Stored items
──────

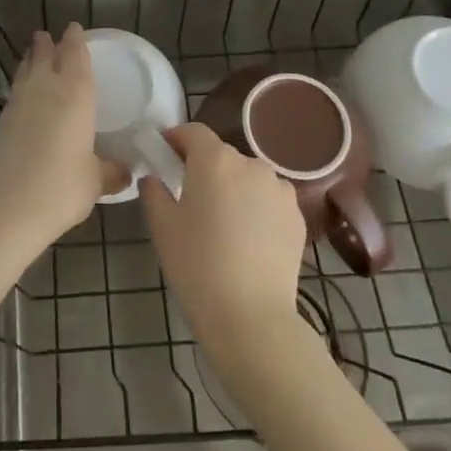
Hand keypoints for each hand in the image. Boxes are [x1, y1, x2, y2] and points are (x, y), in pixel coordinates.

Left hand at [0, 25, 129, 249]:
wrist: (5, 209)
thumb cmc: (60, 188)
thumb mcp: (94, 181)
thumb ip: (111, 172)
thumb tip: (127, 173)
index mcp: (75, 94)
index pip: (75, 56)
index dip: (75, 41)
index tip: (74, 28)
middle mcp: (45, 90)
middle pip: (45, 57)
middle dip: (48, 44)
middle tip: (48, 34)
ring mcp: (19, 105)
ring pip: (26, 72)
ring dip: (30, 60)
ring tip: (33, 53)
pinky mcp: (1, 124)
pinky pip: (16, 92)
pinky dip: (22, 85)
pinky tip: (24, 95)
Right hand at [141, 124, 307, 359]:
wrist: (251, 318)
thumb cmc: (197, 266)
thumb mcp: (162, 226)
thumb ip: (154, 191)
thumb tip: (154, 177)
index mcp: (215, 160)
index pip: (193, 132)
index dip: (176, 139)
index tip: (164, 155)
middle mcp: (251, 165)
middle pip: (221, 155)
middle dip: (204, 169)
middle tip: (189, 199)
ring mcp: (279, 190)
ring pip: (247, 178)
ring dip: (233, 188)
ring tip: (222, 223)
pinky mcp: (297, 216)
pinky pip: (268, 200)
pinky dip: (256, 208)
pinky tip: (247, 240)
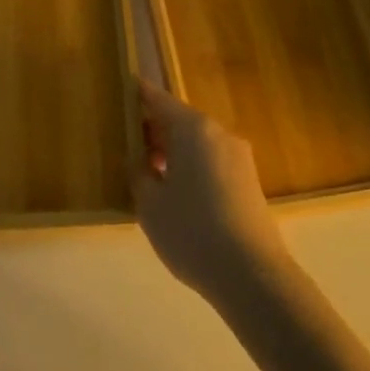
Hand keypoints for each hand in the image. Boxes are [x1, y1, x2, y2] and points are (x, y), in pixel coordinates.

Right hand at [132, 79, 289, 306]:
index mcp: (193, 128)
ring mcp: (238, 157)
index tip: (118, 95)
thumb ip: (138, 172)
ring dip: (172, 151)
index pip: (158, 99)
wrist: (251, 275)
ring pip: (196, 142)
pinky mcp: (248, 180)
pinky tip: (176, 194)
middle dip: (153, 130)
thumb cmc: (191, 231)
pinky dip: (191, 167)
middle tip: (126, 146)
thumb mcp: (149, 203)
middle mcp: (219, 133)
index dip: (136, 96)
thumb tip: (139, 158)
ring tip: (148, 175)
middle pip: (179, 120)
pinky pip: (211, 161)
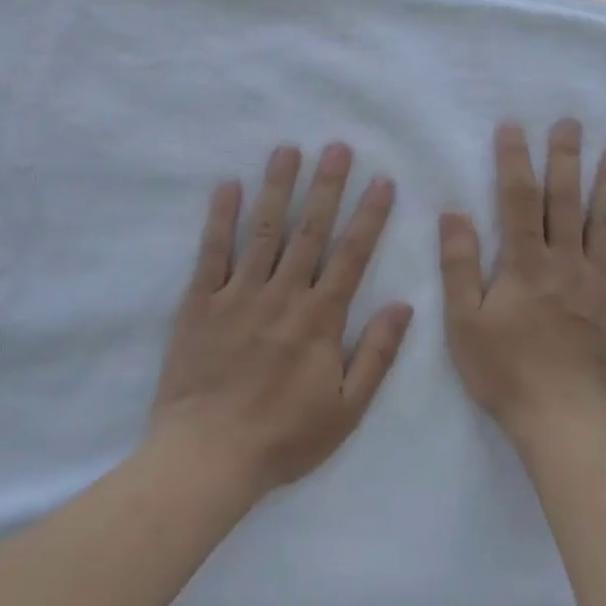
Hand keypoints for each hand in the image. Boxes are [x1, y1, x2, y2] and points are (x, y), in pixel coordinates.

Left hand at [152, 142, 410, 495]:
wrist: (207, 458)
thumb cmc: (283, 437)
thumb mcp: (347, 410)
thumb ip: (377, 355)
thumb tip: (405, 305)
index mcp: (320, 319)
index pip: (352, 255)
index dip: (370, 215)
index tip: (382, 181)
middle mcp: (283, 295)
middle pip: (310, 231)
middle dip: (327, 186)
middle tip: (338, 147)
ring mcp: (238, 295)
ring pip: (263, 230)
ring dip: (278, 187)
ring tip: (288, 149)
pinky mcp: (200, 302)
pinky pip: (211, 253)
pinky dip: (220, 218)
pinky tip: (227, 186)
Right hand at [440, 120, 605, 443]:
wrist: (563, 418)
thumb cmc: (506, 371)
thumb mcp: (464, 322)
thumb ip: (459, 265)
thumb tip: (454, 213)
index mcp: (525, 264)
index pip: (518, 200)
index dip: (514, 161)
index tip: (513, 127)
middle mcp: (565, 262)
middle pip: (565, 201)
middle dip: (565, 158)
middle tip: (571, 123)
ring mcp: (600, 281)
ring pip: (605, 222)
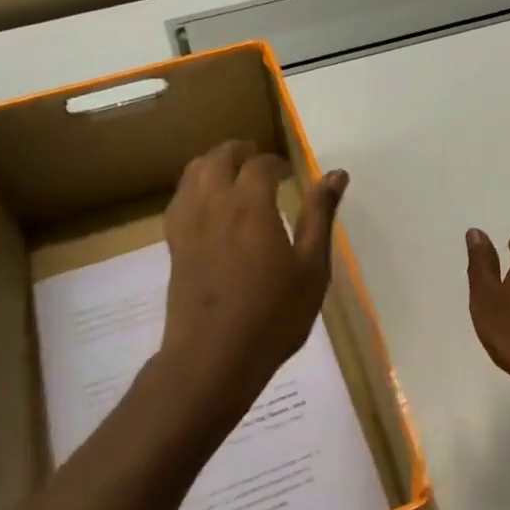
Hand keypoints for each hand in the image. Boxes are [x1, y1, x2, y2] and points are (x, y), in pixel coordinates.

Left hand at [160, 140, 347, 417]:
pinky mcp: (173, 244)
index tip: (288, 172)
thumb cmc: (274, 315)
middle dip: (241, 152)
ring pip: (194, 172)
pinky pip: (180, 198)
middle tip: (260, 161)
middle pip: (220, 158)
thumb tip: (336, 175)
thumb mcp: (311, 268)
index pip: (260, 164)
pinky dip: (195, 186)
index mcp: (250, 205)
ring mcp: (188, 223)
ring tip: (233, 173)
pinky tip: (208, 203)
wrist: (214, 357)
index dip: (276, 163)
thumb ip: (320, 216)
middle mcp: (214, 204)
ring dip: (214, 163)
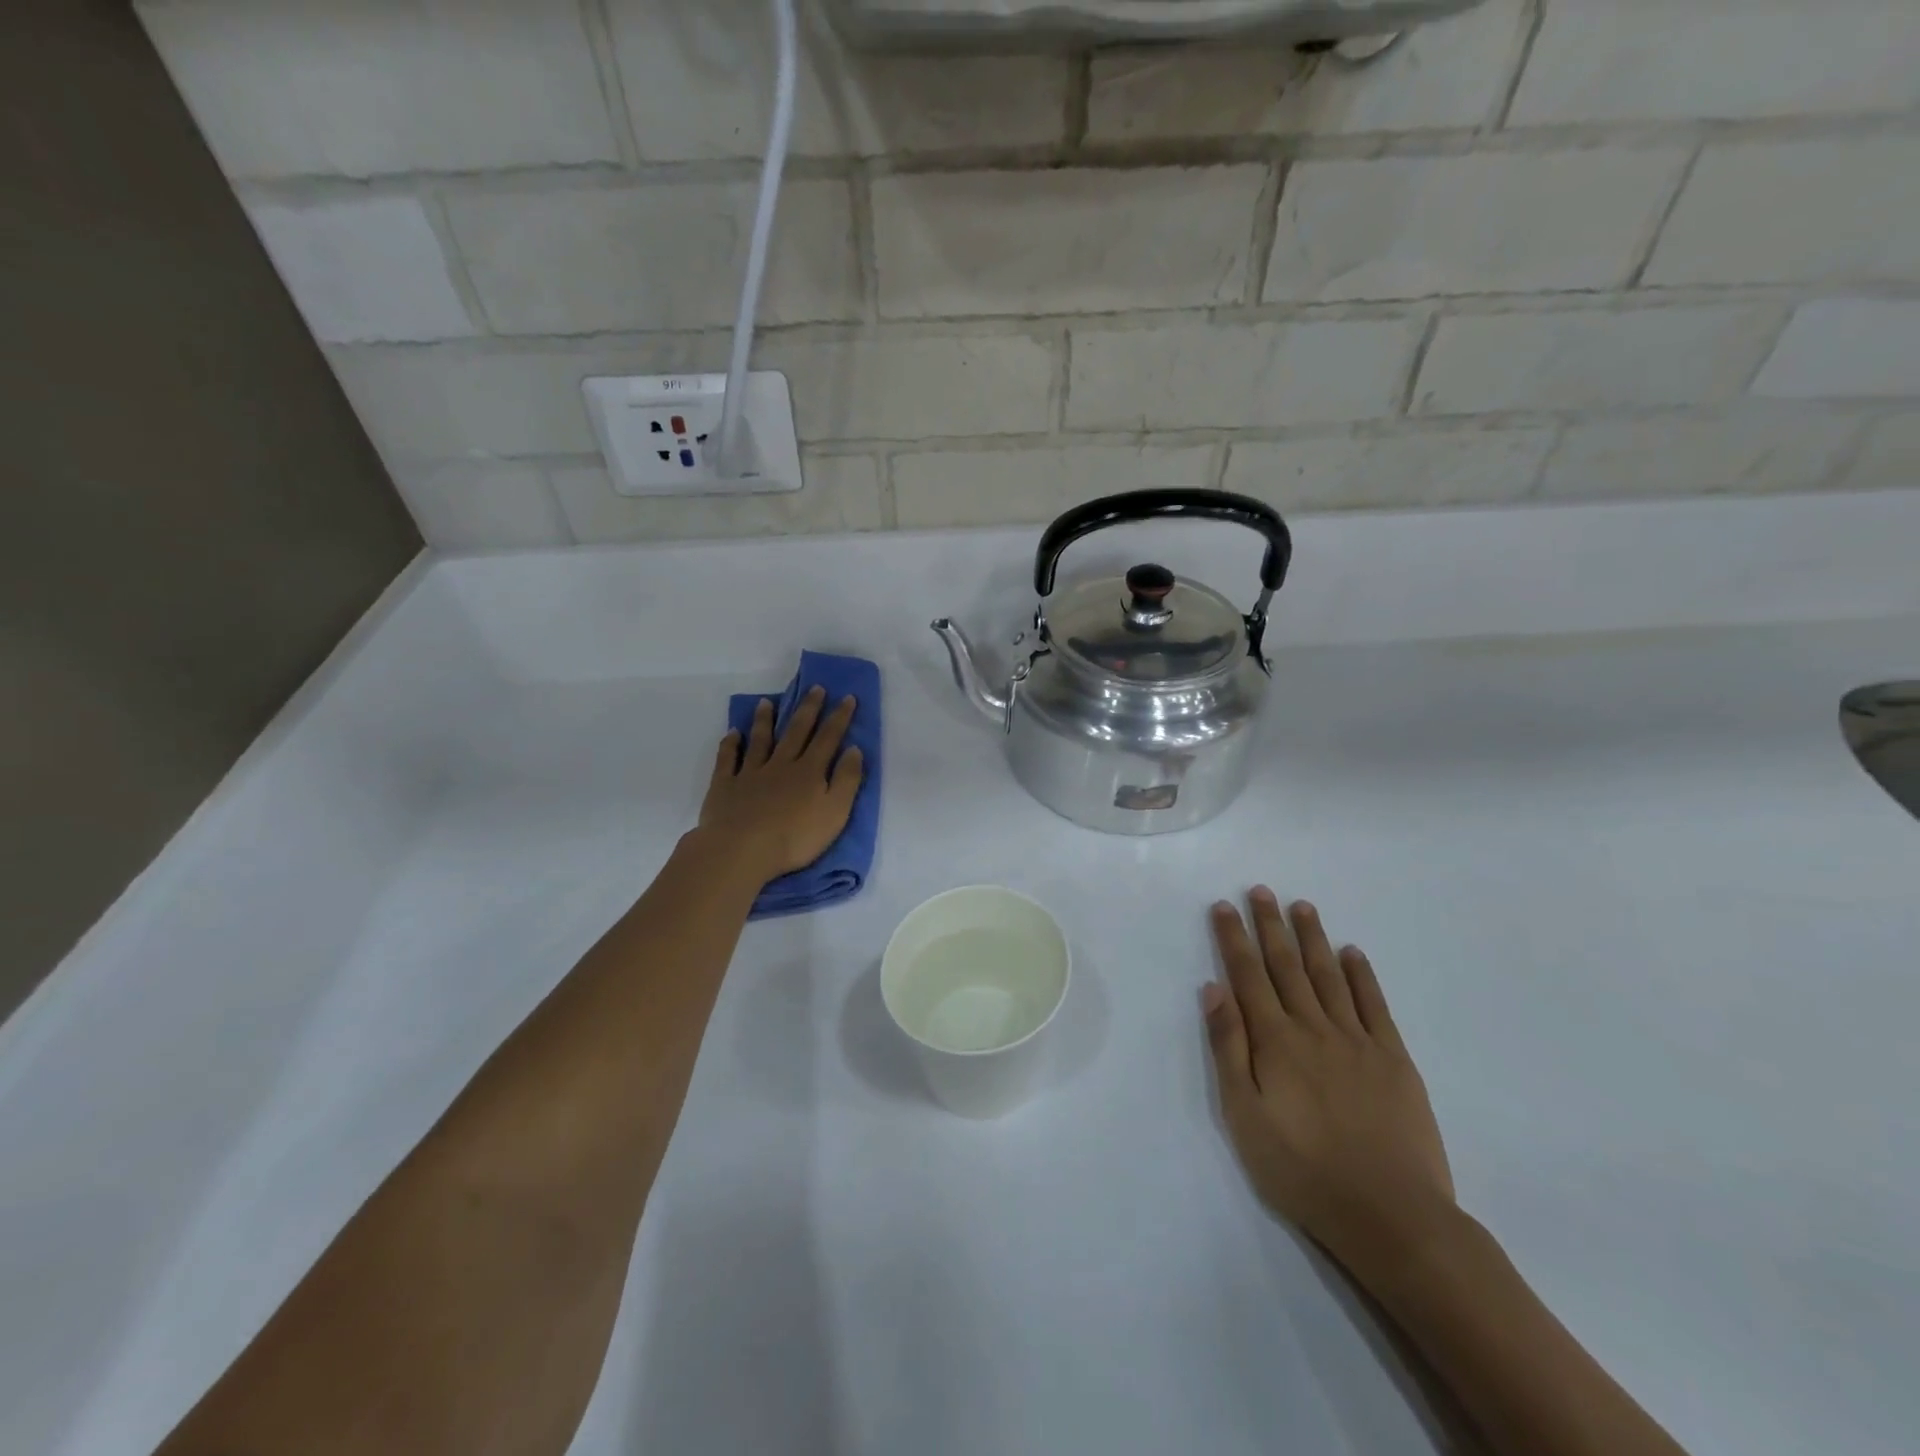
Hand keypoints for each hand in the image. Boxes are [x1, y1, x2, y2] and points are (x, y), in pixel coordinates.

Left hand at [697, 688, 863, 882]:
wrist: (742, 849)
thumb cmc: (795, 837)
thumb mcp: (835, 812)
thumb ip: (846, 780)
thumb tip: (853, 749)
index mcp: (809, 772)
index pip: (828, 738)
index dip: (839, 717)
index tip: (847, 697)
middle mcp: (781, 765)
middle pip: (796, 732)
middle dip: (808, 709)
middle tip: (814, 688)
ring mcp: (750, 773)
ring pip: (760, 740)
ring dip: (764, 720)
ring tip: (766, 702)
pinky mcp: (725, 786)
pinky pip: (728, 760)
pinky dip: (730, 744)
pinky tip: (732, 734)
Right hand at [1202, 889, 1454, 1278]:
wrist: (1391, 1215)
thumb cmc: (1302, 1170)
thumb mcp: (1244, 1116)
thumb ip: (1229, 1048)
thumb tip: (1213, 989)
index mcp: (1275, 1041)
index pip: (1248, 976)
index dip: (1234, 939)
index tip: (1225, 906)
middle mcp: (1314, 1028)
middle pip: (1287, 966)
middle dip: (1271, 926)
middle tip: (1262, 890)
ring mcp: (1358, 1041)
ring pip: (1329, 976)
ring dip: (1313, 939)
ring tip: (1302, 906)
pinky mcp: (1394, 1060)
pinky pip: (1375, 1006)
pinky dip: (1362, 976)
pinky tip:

──────

Leaving pictures out, output the lines of the data above from the one with "index pip: (158, 99)" through the one with "ring mcp: (600, 281)", word for word.

index pip: (158, 99)
wrist: (251, 275)
ring pip: (196, 142)
pinky mcp: (248, 180)
pinky tip: (176, 194)
middle dip: (153, 130)
thumb cmc: (191, 231)
pinky dip: (191, 167)
middle tip: (126, 146)
thumb mcp: (149, 203)
middle mcp: (219, 133)
index dip: (136, 96)
thumb tip: (139, 158)
ring tip: (148, 175)
middle pip: (179, 120)
pinky pip: (211, 161)
Hand keypoints for each hand in the image. Boxes are [x1, y1, x2, y2] and points are (x, y), in pixel coordinates.

Left hand at [152, 142, 410, 495]:
wrist: (207, 458)
thumb cmc: (283, 437)
thumb mcp: (347, 410)
thumb ip: (377, 355)
thumb tip: (405, 305)
index mcp: (320, 319)
index pip: (352, 255)
index dip: (370, 215)
index tip: (382, 181)
middle mcp: (283, 295)
middle pip: (310, 231)
middle dip: (327, 186)
middle tip: (338, 147)
ring mcp: (238, 295)
ring pip: (263, 230)
ring dip: (278, 187)
ring tip: (288, 149)
pinky mcp: (200, 302)
pinky pip: (211, 253)
pinky dip: (220, 218)
pinky tip: (227, 186)
Right hand at [440, 120, 605, 443]:
wrist: (563, 418)
thumb cmc: (506, 371)
thumb mcp: (464, 322)
thumb ip: (459, 265)
thumb tip: (454, 213)
index mcp: (525, 264)
index pip: (518, 200)
index dip: (514, 161)
index tip: (513, 127)
middle mcp: (565, 262)
middle pip: (565, 201)
middle dip: (565, 158)
middle tip: (571, 123)
ring mcp: (600, 281)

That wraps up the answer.